20 years ago, the church appeared embattled in a “Worship War.” At least you would think so from the countless books, articles, and conferences dedicated to the topic. At the front lines of this war, “traditional worship” faced off against “contemporary worship.” Hymns versus choruses, organs versus guitars, robed choirs versus polo-shirted praise teams. It has been years since I heard vitriolic arguments stirring over drums and video screens but there is a worship war that still rages in the congregation I now lead; a battle brewing between worship in Spirit and worship in Truth.
Perhaps Jesus’ most profound comment about worship is found in his interaction with the Samaritan woman at the well. She asks Jesus a question about the proper LOCATION of worship. Jesus responds, “But an hour is coming, and is now here, when the true worshipers will worship the Father in spirit and truth. Yes, the Father wants such people to worship Him. God is spirit, and those who worship Him must worship in spirit and truth.” (John 4:23-24 HCSB).
Spirit and Truth; the marks of the worship God desires. I have long treated them as two opposing ends of a continuum. At one end there are those who worship in TRUTH: they value depth of traditional theological language in their worship and often deride emotional expression. Worship for them is primarily an intellectual exercise. Conversely, those who worship in Spirit chase an emotional experience with Jesus at the expense of a cognitive understanding of who Jesus is or what following Jesus will look like. Worship for them is primarily an emotional experience. But are either of these options really what Jesus meant by “Spirit and Truth?”
In the congregation I now lead, I have lamented that some weeks it feels like our people don’t even really LIKE Jesus much less love Him. I long for the emotional expressiveness of our people to at least approach (if not rival) the kind of passion they show their favorite college sports team. There is a worship war that still rages. The front-lines of that battle are within me. I have inadvertently replaced the teachings Jesus in John 4 with my own version of worship in “Spirit OR Truth.” I have stood between the two pointing my judgmental fingers in both directions.
But in addressing the woman at the well, Jesus suggests that true worship is involves 100% Truth and 100% Spirit, not some half-way balance between the two. In his book Spiritual Disciplines for the Christian Life, Don Whitney writes, “Actually, these balancing truths of worshiping in spirit and truth are complimentary. It is important to realize this because frankly, all of us have at times attempted to engage in public or private worship and found no fire on the altar of our heart. Meditation on the truth, rightly done, can kindle the emotions of worship. Conversely, the right kind of heart for God longs to be guided by the truth. We must have both. Jesus said the greatest commandment involved loving God with all the heart and with all the mind (Mark 12:30). Otherwise, we worship in vain.”
Most Sundays I wish our people would bring more of their heart to the altar of God, more abandon, more emotion, more expression. However, a looser grip on the deep truths in our lyrics will not get us there. I am learning to call our people both to LOVE Jesus more deeply and to KNOW Him more fully.

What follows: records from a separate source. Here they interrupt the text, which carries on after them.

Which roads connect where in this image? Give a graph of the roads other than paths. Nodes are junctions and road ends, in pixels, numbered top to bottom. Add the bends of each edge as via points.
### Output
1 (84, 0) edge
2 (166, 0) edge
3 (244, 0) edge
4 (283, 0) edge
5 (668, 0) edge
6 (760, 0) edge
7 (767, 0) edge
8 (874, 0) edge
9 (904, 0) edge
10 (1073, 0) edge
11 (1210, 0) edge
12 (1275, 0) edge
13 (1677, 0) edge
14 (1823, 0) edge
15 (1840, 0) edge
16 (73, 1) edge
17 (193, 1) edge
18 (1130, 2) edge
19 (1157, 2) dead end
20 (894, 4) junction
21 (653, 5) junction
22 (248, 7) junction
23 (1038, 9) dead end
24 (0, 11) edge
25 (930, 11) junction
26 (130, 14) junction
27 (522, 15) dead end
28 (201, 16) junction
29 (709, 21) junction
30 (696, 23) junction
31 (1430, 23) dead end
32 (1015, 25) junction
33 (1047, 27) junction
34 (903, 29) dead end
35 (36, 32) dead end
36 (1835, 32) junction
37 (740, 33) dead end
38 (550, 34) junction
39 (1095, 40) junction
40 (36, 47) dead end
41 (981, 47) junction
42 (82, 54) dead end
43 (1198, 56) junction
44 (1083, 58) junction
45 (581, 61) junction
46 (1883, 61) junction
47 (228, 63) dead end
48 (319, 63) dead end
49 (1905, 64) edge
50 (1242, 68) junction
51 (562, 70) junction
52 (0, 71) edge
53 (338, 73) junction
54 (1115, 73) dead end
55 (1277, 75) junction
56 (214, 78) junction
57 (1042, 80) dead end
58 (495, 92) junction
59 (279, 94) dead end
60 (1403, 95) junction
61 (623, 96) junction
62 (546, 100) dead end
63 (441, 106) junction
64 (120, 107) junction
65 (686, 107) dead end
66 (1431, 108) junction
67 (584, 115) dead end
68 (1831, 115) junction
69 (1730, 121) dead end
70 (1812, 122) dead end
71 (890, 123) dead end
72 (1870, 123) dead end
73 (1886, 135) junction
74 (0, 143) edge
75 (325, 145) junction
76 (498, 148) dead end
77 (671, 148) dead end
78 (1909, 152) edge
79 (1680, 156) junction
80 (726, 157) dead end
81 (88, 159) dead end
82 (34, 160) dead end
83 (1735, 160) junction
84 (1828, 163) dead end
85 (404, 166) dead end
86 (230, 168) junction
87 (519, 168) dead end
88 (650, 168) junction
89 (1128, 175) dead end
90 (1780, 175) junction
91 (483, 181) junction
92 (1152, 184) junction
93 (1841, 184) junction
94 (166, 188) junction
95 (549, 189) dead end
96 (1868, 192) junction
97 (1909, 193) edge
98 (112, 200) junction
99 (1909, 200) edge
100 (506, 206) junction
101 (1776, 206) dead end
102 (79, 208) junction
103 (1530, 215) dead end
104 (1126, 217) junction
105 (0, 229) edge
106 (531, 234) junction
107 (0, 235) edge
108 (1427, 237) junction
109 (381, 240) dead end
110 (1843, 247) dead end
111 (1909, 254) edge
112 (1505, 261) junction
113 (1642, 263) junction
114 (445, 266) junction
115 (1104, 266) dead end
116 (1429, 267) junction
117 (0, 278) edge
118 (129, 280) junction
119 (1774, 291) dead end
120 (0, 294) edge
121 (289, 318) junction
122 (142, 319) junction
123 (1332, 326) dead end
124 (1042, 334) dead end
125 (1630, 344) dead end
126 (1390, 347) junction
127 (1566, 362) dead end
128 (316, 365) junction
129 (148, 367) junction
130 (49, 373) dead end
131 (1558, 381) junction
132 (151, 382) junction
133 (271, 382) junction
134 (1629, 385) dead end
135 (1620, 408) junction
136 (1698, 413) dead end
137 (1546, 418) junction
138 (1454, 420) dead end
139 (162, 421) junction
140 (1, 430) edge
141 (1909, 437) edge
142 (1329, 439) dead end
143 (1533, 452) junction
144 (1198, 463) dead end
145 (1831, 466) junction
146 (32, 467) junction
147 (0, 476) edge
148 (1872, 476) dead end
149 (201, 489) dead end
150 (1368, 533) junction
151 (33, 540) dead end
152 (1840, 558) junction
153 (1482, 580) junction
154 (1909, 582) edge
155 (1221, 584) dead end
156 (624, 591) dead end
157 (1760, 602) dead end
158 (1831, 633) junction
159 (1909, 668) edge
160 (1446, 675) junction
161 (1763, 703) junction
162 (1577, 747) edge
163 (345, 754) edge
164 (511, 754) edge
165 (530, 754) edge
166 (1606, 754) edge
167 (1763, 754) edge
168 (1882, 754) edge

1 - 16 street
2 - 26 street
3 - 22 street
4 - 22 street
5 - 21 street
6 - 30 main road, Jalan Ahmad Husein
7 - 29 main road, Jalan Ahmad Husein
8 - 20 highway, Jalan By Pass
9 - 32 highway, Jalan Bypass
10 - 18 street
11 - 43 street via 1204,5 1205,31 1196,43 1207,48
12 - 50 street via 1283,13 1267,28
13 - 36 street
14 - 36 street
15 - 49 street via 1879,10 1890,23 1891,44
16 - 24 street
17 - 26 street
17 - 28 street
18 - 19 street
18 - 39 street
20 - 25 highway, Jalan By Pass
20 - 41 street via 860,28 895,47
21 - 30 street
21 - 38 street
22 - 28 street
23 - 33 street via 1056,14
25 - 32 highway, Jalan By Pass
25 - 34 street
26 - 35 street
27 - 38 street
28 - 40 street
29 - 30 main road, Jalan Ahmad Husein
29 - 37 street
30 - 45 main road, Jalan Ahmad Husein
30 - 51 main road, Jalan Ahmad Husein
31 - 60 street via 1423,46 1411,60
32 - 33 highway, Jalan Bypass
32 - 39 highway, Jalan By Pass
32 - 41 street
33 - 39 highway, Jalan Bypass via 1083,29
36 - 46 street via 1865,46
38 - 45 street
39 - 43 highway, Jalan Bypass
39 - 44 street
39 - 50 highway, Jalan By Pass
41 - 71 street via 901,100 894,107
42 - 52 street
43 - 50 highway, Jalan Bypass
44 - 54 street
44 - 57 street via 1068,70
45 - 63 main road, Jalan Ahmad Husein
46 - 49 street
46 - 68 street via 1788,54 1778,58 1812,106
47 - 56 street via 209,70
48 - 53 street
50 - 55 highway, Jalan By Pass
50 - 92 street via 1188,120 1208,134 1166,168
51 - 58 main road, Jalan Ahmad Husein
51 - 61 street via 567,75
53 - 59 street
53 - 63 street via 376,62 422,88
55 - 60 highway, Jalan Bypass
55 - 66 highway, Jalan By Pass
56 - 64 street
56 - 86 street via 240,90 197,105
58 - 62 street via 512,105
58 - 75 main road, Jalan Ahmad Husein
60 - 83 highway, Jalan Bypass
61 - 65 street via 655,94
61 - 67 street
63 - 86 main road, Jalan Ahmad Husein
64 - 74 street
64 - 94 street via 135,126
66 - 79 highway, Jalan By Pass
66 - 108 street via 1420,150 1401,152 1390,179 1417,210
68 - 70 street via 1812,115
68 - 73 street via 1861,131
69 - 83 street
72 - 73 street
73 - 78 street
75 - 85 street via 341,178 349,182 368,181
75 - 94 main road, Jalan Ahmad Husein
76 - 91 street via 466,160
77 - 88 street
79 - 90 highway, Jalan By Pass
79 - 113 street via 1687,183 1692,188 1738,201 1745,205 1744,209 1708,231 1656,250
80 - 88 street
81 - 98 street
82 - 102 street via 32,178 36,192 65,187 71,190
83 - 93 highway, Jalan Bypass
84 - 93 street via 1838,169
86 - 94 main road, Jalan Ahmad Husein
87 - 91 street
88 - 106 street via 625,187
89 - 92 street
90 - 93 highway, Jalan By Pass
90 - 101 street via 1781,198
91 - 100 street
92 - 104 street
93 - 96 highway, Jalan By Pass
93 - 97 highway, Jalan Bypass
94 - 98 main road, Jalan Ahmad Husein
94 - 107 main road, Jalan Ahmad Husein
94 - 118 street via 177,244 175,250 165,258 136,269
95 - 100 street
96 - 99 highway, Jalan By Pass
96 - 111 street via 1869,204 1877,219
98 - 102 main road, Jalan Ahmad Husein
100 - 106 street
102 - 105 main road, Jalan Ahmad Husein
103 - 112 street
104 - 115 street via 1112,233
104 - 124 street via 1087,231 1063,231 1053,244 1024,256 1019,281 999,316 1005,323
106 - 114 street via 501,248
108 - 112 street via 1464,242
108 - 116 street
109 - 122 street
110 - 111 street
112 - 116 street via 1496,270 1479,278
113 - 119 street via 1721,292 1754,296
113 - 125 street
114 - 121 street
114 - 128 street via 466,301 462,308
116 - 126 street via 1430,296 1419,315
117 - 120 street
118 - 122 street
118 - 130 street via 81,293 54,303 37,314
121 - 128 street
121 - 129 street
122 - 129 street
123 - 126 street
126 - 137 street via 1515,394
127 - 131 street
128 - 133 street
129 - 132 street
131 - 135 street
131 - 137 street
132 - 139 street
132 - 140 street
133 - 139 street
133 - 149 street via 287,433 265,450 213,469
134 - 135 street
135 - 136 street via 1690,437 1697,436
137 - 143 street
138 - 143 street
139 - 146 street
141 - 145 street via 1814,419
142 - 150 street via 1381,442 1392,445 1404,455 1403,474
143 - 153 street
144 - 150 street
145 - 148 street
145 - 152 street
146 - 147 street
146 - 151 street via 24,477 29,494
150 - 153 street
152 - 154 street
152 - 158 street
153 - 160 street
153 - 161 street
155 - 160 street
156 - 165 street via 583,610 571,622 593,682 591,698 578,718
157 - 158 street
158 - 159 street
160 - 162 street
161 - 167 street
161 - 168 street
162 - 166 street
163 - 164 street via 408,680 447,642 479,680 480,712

With that pursuit in mind, here are a few steps we can all take toward worshiping Jesus in Spirit and Truth:
1. Worship on purpose. When you gather with other believers to worship, engage your will, your understanding, and your desires before you utter a single song lyric. Ask yourself, “why will I sing today?” “What reason do I have to bring the One Most High God my worship?” Answering that question internally before you begin to participate externally will give your worship purpose. It will bring passion to your understand and understanding to your passion.
2. Lead worship wherever you’re standing. Some worshipers squelch their physical expression to match the crowd around them or fear the derision of their peers if they become too expressive. Worship leadership doesn’t simply come from the platform. Your willingness to fully be yourself in worship will give those around you permission to worship freely as well.
3. Be charitable. We all carry around our own hang-ups and baggage from previous experiences in the church. Cut each other some slack! Not everyone expresses their worship the same way you do. This is not a battle between the spiritually dead and the shallow attention seekers. We gather as the diverse and beautiful body of Christ, gracefully setting our personal preferences at the foot of the cross for one another’s sake.